21 abril 2020

Das coisas irrecuperáveis

Um abismo inconciliável

Falam muito sobre as mudanças que ocorrerão no comportamento das pessoas e do sistema econômico depois do retorno à normalidade. Primeiro que não sei mais se é possível estabelecer um patamar de normalidade neste momento. As pessoas retomarão suas vidas não sei se diferentes, mas certamente de outra maneira. Não sei se mais justas, mais humanas, mas sem dúvida mais saudosas de coisas mais substanciosas, que não valorizavam em suas vidas, como por exemplo, a saúde. Não sei se retornam com um espírito crítico mais aguçado, mas por certo terão menos paciência com a repetição de tolices. Não acredito que a política partidária recupere pontos, nem que a volta ao trabalho seja apreciada pelo prazer do reencontro com a vida cotidiana. Os amigos serão poucos e mais confiáveis.

Acredito que haverá mais pragmatismo nas decisões de cada dia, mais descrença nos arranjos do sistema econômico.
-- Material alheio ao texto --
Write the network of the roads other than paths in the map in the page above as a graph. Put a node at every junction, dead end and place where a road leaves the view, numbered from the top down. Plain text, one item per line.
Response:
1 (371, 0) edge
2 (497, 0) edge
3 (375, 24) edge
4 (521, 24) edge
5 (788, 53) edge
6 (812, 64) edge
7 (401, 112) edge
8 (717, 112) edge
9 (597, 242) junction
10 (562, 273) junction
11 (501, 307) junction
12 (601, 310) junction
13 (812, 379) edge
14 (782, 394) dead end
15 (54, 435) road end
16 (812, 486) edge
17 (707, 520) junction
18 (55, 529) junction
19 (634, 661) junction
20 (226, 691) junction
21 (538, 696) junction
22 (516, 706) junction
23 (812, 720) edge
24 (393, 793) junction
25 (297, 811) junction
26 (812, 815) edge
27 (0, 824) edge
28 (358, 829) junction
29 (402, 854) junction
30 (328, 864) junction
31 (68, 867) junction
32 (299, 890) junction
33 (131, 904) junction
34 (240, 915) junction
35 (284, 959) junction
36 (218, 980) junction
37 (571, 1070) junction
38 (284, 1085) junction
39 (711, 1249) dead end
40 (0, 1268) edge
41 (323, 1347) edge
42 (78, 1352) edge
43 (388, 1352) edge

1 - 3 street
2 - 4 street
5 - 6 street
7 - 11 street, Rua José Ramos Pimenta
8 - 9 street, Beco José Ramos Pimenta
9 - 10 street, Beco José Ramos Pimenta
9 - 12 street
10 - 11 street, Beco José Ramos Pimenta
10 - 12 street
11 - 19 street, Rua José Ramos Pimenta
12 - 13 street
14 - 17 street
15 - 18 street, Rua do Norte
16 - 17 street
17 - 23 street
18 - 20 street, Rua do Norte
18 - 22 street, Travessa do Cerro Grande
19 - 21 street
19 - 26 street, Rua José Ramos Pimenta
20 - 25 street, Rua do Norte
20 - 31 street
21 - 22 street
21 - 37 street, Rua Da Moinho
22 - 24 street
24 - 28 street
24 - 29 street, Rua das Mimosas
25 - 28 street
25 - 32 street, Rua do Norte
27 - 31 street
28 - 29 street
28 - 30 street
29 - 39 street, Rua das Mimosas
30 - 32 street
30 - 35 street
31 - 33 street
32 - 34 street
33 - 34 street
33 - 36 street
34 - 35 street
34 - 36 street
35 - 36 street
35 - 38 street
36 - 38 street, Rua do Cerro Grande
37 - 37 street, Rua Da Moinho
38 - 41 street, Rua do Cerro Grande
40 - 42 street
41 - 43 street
A mídia corporativa prosseguirá em seu calvário de confiabilidade, agora envolvendo amplo espectro político, cada qual a alegar uma razão. Seja como for, nestes tempos de falsas notícias, perdeu o protagonismo da notícia. Em uma palavra, a ideologia como crença em valores políticos estará no limbo, será ainda mais difícil aglutinar propostas coletivas de ação que advenham da antiga concepção esquerda e direita. Serão poucos os que assumirão um compromisso de luta social abraçados a uma bandeira ideológica, que represente um projeto calcado na utopia de um processo histórico. O ensino público perderá sua frágil sustentação e será muito difícil recompor uma ideia de formação escolar pautada em um projeto de nação. Será difícil formar homens de temperança.

O Brasil submetido aos disparates desse capitão e sua turma de ignóbeis inconsequentes, deixou de ser uma nação, se é que um dia o foi; a quebra moral foi contundente, o fracionamento está à mostra, difícil de reconciliar, viveremos inseridos em “confederações” de práticas e costumes morais que nos deixarão rompidos com qualquer tipo de unidade. Na verdade, já debatia bastante algo nesse sentido em minhas aulas de sociologia; tomando a história do Brasil sempre me foi complicado explicar o que somos e como pudemos chegar até aqui. Nossa tradição autoritária e de violência nasce dentro de casa e se espraia como um vírus aprofundando a desigualdade, deturpando o bem-estar e a justiça social. Nunca nos preocupamos em discutir nossa miserabilidade abjeta, nunca nos demos a chance de construirmos uma sociedade com um propósito comum.